Then there’s the issue of causality. No matter how much observational data we collect, correlation is not causation, nor can we can we infer causal relationships. This is shown in Kevin Arceneaux, Alan S. Gerber, Donald P. Green (2010), “A Cautionary Note on the Use of Matching to Estimate Causal Effects: An Empirical Example Comparing Matching Estimates to an Experimental Benchmark” (https://journals.sagepub.com/doi/10.1177/0049124110378098). While it is about the failure of one particular causal inference technique (matching) in one particular case (a get-out-the-vote experiment), it is actually about how omitted variable bias (in this case, “reachability by phone”) can be so powerful that it makes all of our results wrong. Certainly, a naive (correlation-based) analysis of the data would have been even more wrong than the attempted causal inference. And, we may never know when this is happening—at least until we try to intervene on the basis of correlations, and find that nothing works the way we thought from our correlations.
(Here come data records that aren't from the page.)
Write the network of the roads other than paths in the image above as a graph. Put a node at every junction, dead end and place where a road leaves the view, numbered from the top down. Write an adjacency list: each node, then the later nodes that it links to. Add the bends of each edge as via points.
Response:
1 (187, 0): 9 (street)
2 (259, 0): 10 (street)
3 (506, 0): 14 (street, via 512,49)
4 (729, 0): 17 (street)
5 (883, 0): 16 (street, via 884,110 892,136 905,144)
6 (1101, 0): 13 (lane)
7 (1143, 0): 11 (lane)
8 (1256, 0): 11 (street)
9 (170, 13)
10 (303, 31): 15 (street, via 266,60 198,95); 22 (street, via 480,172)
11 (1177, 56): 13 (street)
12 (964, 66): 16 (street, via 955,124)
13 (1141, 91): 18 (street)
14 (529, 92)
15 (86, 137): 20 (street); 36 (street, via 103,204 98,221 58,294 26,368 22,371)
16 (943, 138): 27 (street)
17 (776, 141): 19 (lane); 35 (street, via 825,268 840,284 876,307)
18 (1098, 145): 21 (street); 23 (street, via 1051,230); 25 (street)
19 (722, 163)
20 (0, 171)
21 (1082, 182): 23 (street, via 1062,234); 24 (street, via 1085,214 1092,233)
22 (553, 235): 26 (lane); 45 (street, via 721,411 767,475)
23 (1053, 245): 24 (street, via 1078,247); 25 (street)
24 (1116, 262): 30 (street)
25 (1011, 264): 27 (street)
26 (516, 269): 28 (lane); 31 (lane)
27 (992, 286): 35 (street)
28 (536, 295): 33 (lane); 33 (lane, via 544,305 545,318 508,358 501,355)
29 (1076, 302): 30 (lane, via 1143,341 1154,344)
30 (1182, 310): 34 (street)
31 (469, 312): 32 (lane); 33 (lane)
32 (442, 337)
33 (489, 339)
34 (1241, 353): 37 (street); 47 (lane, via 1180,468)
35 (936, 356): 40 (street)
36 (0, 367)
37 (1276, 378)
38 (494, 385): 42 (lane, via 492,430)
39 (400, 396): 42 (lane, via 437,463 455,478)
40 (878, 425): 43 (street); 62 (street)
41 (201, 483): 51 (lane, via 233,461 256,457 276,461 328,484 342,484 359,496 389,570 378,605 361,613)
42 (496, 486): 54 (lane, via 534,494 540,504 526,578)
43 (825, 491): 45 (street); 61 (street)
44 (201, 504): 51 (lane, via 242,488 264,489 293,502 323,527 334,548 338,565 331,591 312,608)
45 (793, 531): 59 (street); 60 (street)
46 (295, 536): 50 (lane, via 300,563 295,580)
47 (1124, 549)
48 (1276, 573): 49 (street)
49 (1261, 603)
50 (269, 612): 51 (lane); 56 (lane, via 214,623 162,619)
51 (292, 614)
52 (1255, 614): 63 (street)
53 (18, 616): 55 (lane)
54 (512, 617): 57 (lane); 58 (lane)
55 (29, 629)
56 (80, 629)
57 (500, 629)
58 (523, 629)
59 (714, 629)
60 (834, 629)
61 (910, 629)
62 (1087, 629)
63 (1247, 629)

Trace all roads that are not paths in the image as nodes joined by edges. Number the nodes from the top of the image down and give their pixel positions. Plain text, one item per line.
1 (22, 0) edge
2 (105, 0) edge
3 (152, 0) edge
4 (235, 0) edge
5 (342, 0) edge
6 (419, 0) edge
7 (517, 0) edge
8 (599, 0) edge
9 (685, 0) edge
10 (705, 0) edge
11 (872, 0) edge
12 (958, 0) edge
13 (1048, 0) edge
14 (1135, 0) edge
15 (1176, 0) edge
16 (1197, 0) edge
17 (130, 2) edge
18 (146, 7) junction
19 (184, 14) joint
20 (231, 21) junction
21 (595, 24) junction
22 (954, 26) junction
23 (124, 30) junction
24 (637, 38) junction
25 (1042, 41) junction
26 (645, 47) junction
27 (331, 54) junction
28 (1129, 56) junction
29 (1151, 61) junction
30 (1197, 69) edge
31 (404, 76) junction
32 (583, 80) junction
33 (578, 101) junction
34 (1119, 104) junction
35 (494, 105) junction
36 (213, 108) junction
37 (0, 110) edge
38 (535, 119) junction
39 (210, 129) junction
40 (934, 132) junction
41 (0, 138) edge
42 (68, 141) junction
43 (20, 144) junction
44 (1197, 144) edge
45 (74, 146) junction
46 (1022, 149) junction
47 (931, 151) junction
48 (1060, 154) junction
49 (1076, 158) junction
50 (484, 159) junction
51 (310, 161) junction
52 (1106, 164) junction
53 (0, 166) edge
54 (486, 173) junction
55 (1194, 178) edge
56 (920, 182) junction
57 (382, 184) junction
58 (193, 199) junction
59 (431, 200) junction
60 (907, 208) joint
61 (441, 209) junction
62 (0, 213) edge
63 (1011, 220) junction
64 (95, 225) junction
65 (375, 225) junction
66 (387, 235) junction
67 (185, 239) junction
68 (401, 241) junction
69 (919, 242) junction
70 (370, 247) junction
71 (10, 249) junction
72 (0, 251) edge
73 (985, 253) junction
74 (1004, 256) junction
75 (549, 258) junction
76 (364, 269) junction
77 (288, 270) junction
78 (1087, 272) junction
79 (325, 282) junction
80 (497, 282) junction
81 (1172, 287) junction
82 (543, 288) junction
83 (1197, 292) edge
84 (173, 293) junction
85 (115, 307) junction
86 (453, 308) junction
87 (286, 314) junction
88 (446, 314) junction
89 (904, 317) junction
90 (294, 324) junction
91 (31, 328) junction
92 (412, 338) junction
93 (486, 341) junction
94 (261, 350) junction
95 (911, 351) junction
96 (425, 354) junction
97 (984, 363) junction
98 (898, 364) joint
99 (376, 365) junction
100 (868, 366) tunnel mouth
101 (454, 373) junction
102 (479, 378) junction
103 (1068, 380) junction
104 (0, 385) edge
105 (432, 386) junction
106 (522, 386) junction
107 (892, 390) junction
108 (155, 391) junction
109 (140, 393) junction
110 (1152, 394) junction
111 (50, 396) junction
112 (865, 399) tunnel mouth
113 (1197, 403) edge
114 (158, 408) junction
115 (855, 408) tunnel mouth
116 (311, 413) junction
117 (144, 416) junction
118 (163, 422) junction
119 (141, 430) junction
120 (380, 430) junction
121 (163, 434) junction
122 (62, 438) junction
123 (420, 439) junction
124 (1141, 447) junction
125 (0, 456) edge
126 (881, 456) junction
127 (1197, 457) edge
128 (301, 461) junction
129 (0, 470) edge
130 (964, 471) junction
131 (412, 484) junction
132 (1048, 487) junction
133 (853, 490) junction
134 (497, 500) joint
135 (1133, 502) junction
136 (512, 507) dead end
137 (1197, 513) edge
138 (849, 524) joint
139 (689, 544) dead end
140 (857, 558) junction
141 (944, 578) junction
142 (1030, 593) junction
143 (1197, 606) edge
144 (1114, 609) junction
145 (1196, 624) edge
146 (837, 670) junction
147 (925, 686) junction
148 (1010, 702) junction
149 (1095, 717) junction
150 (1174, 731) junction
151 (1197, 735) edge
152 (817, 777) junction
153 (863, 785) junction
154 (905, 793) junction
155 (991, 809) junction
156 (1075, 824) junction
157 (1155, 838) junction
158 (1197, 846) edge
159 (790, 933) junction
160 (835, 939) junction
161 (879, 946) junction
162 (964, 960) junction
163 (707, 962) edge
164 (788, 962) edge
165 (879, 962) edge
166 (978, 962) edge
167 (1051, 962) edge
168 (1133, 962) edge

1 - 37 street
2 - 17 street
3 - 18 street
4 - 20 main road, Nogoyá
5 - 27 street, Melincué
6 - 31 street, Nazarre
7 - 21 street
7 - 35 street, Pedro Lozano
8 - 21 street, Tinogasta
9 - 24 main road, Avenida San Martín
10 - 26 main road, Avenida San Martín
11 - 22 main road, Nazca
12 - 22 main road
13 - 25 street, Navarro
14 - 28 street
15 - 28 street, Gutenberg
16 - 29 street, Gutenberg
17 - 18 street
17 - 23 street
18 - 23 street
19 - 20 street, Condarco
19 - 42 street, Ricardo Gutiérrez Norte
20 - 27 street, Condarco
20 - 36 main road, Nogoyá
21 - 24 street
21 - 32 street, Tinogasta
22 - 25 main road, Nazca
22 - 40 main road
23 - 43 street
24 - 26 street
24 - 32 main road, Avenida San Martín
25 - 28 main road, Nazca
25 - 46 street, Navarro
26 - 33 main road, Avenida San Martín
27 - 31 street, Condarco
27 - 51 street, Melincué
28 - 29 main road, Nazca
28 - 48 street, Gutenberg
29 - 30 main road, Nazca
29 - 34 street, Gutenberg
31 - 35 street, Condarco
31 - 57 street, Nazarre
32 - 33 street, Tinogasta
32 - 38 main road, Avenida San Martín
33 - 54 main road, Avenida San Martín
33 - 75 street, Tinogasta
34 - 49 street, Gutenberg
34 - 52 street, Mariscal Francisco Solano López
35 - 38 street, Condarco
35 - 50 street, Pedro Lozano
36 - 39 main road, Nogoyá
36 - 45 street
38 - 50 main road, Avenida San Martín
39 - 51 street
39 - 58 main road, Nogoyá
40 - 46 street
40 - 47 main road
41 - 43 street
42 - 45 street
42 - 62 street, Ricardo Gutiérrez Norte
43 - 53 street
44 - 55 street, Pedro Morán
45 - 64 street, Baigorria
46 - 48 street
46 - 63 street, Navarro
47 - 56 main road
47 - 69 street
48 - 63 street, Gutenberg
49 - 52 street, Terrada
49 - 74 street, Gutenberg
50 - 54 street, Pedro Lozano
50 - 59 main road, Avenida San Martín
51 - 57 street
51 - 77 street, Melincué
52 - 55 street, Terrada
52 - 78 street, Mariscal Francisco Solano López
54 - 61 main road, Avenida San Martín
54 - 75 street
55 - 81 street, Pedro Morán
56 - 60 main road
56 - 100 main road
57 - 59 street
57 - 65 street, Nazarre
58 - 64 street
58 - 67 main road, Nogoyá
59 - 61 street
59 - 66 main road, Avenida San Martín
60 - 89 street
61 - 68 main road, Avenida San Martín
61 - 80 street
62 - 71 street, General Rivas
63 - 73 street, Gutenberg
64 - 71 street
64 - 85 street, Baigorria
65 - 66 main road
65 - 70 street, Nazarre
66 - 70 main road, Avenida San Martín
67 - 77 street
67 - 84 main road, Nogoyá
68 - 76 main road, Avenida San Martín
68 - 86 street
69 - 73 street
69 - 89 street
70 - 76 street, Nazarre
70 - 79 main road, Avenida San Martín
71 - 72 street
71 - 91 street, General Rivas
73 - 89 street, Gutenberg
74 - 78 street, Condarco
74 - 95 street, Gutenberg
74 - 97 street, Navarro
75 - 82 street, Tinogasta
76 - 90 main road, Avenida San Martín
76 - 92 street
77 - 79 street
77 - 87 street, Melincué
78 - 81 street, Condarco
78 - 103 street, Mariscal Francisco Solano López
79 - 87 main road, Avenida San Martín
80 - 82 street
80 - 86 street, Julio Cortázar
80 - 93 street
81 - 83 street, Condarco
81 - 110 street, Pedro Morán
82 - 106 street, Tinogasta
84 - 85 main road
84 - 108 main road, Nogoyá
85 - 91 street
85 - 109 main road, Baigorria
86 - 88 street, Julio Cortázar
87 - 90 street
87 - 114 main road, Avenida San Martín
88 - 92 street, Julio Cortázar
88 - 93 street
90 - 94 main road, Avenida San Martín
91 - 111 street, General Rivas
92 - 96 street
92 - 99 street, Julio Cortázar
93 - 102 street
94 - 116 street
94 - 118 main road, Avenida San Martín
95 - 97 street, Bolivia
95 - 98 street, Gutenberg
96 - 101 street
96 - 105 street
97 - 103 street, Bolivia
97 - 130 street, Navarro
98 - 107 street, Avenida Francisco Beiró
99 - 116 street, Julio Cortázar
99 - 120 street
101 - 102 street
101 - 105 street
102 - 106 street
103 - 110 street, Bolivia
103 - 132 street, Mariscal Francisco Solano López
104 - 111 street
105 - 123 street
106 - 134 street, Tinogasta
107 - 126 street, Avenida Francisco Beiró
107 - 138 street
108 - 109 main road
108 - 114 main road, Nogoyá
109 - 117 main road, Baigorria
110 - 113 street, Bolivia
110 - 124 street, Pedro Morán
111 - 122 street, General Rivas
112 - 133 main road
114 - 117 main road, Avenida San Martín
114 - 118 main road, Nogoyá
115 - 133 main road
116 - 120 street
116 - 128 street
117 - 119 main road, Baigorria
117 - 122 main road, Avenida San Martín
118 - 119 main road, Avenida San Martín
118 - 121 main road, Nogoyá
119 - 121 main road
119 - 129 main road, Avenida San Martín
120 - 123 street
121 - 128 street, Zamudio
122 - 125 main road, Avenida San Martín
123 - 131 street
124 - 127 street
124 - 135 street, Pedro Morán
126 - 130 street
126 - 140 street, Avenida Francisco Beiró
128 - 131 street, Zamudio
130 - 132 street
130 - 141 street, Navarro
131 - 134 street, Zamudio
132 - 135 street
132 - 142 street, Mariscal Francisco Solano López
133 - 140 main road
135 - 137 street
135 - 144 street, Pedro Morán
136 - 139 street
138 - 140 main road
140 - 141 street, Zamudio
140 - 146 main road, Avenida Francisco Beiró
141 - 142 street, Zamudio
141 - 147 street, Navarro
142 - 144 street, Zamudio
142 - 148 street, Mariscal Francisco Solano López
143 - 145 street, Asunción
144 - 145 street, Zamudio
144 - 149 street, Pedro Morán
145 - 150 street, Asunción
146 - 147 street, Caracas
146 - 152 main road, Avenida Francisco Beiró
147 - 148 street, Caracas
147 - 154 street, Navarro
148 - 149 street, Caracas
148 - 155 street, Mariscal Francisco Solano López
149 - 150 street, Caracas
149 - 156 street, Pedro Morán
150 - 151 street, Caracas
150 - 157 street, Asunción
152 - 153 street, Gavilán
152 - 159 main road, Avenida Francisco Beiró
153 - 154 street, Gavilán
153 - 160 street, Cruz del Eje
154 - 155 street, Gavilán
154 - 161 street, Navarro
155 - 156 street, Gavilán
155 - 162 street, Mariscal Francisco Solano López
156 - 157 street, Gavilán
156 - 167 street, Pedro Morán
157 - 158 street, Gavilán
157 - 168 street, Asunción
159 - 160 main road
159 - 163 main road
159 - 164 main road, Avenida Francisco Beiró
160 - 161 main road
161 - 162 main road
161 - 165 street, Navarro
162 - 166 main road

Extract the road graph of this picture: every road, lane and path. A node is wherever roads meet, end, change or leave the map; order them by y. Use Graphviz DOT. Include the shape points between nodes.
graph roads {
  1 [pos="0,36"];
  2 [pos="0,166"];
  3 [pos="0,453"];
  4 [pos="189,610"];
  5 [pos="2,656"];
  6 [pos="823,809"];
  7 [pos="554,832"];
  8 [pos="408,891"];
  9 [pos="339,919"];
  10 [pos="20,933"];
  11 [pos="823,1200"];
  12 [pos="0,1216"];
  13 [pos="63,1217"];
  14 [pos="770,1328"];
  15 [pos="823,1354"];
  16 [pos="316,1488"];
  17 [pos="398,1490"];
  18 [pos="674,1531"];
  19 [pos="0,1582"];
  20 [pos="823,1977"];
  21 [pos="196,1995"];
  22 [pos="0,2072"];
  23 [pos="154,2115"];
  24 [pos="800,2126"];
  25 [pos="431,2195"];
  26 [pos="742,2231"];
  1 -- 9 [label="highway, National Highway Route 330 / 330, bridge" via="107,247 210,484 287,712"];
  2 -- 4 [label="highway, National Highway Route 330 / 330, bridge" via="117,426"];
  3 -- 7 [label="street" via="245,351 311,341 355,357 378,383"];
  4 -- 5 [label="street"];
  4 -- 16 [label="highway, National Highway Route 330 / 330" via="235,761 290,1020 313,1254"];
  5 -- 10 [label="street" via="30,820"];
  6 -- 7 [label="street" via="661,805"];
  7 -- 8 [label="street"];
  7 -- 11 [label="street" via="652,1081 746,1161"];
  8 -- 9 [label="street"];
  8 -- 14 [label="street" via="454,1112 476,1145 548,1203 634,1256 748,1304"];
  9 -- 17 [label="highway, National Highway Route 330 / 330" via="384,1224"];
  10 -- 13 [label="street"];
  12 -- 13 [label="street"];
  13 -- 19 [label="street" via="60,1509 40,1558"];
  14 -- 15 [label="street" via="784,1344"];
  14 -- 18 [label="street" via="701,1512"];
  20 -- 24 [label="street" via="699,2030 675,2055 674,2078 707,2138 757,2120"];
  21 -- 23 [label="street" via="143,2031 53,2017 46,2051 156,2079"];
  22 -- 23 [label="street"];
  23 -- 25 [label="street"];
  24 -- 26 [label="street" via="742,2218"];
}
A citation for a good general statement of this is in Sendhil Mullainathan and Jann Spiess (2017), “Machine Learning: An Applied Econometric Approach” (https://www.aeaweb.org/articles?id=10.1257/jep.31.2.87), where they contrast correlation (“prediction”) problems with problems where we need causality (like when we want to intervene). There are earlier precursors, namely Leo Breiman’s “Statistical Modeling: The Two Cultures” (which is historically enormously important as a defense of instrumentalism, and Matt Jones is continuing work on this story that desperately needs to be told), and also a fantastic article by Galit Shmueli, “To Explain or To Predict?” that is not so much taking sides as spelling them out more clearly and showing the important differences (https://projecteuclid.org/euclid.ss/1294167961).

Lauren Klein:

These are amazing references. Thank you!

Momin M. Malik:

Is this a technical term, and if so, can you give a citation? I like reclaiming objectivity for “object,” and using it to refer basically to materiality.

Lauren Klein:

It is! We should def. discuss more of this in the intro.

Momin M. Malik:

My advisor Jürgen Pfeffer has some important work on the limitations of the Twitter API, and its consequences. See http://science.sciencemag.org/content/346/6213/1063.full and https://epjdatascience.springeropen.com/articles/10.1140/epjds/s13688-018-0178-0.

Momin M. Malik:

Very true! Even accessible data is opaque in its collection.

Momin M. Malik:

Fantastic!

Momin M. Malik:

See above comment, this is an older and more profound problem being reproduced by people who haven’t learned the lessons of the past and have to discover it all over again the hard way.

Momin M. Malik:

The critique of using media reports as a proxy for events is a long-standing one. I found a reference once that the CIA mostly abandoned doing this, but haven’t been able to find that reference again. One source pointed to Halloran et al.’s Demonstrations and Communications: A Case Study (1970) as a key work in demonstrating that journalism doesn’t necessarily reflection events. I came across Halloran et al. either through an article by Barbie Zelizer, “When Facts, Truth, and Reality Are God-Terms: On Journalism's Uneasy Place in Cultural Studies”, or Chris Greer and Eugene McLaughlin’s “We Predict a Riot? Public Order Policing, New Media Environments and the Rise of the Citizen Journalist.”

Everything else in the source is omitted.